#### [WHAT THIS TASK INVOLVES]
Exact duplicates of the lines from the top of the data through the line containing "ring tip: (378, 267)" are needed, with every picture left out.

#### [THE RECORDS]
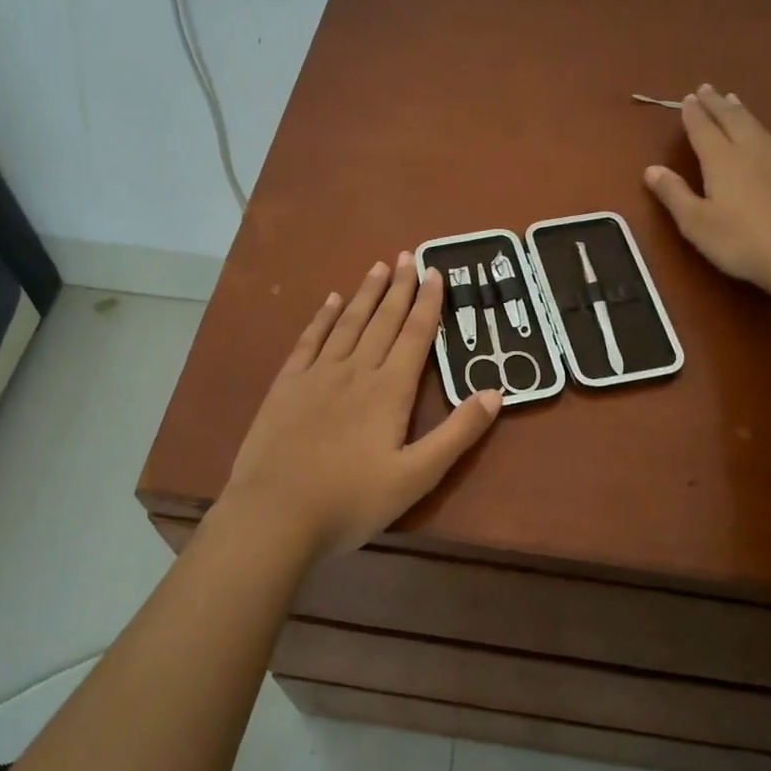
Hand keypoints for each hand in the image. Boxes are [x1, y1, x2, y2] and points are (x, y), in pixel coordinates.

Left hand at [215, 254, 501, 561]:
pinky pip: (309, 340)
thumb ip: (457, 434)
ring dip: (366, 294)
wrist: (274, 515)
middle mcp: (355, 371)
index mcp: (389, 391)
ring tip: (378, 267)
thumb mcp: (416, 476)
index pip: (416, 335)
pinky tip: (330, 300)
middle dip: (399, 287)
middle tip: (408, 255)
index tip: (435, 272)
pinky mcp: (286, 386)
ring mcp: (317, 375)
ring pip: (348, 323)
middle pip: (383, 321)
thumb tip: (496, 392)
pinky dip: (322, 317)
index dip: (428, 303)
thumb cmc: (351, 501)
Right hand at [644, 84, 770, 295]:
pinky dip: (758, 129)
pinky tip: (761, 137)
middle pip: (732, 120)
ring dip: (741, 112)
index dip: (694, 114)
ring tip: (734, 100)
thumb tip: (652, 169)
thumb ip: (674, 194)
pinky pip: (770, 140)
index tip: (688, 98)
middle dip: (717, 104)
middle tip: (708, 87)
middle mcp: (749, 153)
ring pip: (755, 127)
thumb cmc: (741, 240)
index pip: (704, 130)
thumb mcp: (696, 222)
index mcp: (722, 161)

#### [EXERCISE RESPONSE]
Hand keypoints for each hand in the image. Boxes are [x1, y1, x2, y2] and points are (x, y), in pixel coordinates.

Left hand at [215, 254, 501, 561]:
pinky pip: (309, 340)
thumb ip: (457, 434)
ring dip: (366, 294)
wrist: (274, 515)
middle mcp: (355, 371)
index mcp: (389, 391)
ring tip: (378, 267)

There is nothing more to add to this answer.